Look how exciting the chart looks now – if only we can hold those 5% breakout lines on the S&P (1,440), NYSE (8,400) and Russell (840), then we can expect a little catch-up action from the Dow and the Nasdaq but, in order for the Nasdaq to catch up, AAPL must move up and that's still a bit questionable with all the negative chatter and year-end tax selling. As I said to Members this morning:
Big Chart – Now we kind of do have that V-shaped recovery – especially on the RUT and NYSE. That's the funny thing about technicals – they can "so obviously" predict disaster right before they are proven completely wrong. Of course the same goes for predicting bull runs – so stay on your toes! Very encouraging to be over 5% on S&P, NYSE and RUT – all our broad indexes. Nas is held down by AAPL (for now) and Dow just lagging, as usual so a long play on the Dow could be fun as we look for them to re-test 13,600, at least. Very easy bear indicators if any of our 3 indexes blow their 5% lines now.
Of course we have a falling Dollar to thank for helping to goose the markets – as well as keeping commodities up despite a fundamentally bearish story. As you can see from Chris Kimble's chart, the Dollar is off almost 2.5% from it's high in mid-November, corresponding to a roughly 6% move up in the S&P during the same period.
Now the Dollar is testing a possible floor at 79 this morning and, if it can't break any lower than that, we may once again face rejection back at our 2012 highs.

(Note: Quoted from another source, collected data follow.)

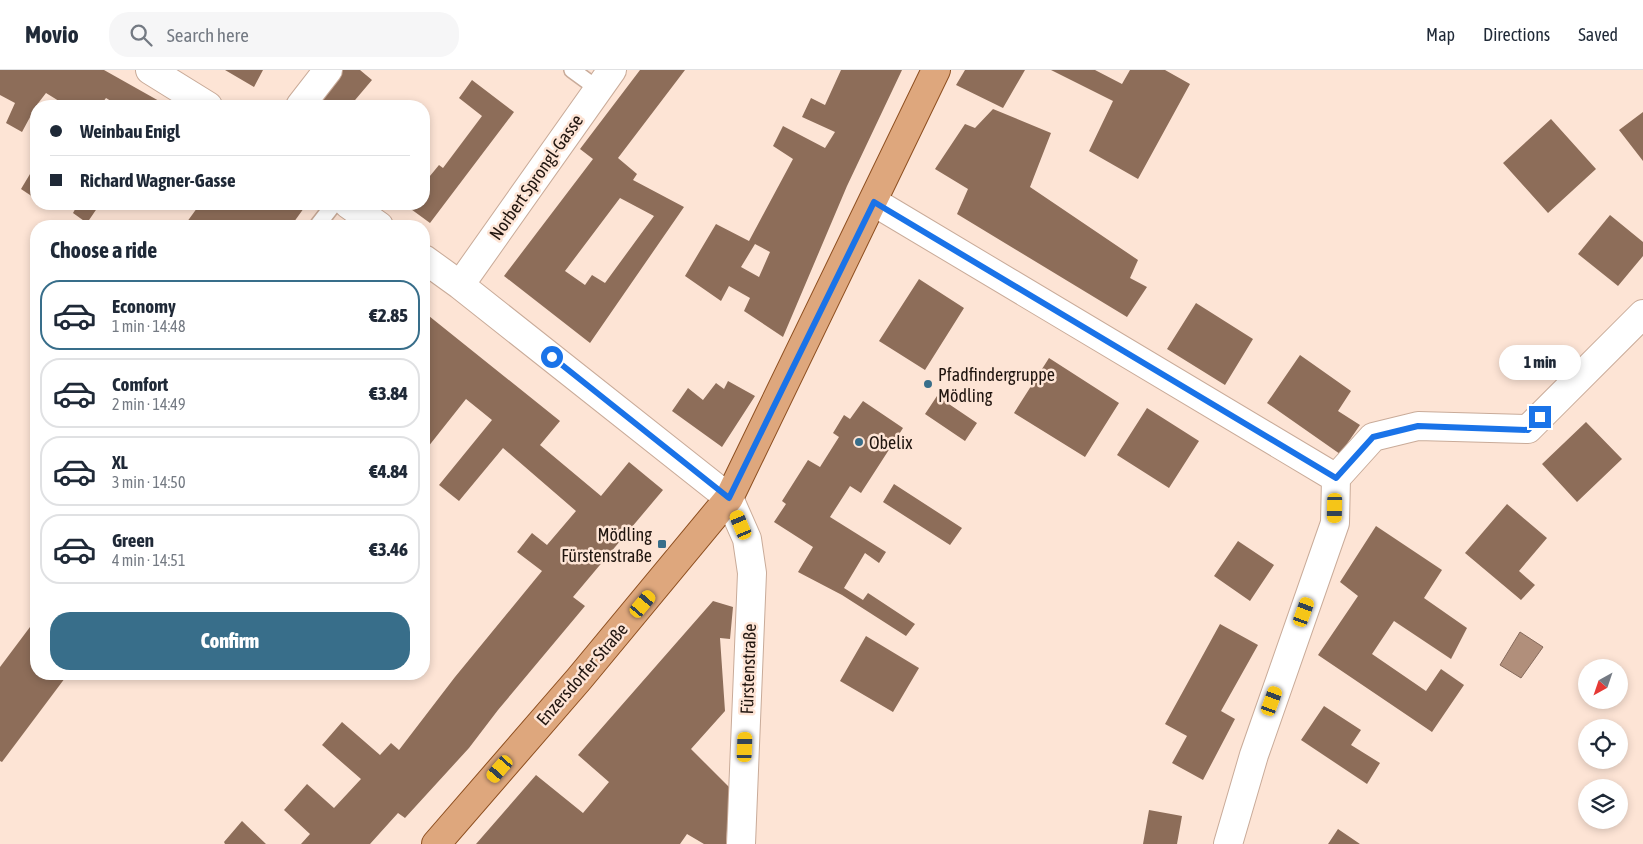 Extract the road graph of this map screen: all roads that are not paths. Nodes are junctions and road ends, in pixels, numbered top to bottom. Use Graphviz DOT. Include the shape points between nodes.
graph roads {
  1 [pos="150,70"];
  2 [pos="328,70"];
  3 [pos="572,70"];
  4 [pos="936,70"];
  5 [pos="605,80"];
  6 [pos="198,100"];
  7 [pos="305,100"];
  8 [pos="874,202"];
  9 [pos="329,210"];
  10 [pos="356,210"];
  11 [pos="322,220"];
  12 [pos="371,220"];
  13 [pos="430,262"];
  14 [pos="460,285"];
  15 [pos="1643,314"];
  16 [pos="1336,478"];
  17 [pos="729,498"];
  18 [pos="436,844"];
  19 [pos="741,844"];
  20 [pos="1228,844"];
  1 -- 6 [label="street"];
  2 -- 7 [label="street"];
  3 -- 5 [label="lane"];
  4 -- 8 [label="main road, Enzersdorfer Straße"];
  5 -- 14 [label="street, Norbert Sprongl-Gasse"];
  8 -- 16 [label="street"];
  8 -- 17 [label="main road, Enzersdorfer Straße"];
  9 -- 11 [label="lane"];
  10 -- 12 [label="street"];
  13 -- 14 [label="street"];
  14 -- 17 [label="street"];
  15 -- 16 [label="street" via="1528,430 1418,426 1373,437"];
  16 -- 20 [label="street" via="1335,523 1254,755"];
  17 -- 18 [label="main road, Enzersdorfer Straße"];
  17 -- 19 [label="street, Fürstenstraße" via="747,539 752,573"];
}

We REALLY don't want to form a double top going into the new year – that can make for a very ugly January – especially if earnings are even a little bit light – so we're certainly not out of the woods yet and we're going to play it cashy and cautious into the holidays unless the Dollar drops below 78.50 on whatever nonsense they come up with to "fix" the Fiscal Cliff.
We've already discussed our primary TZA hedge and now may be a good time to add a Mattress Play (see "The Stock Market Parachute") and we'll…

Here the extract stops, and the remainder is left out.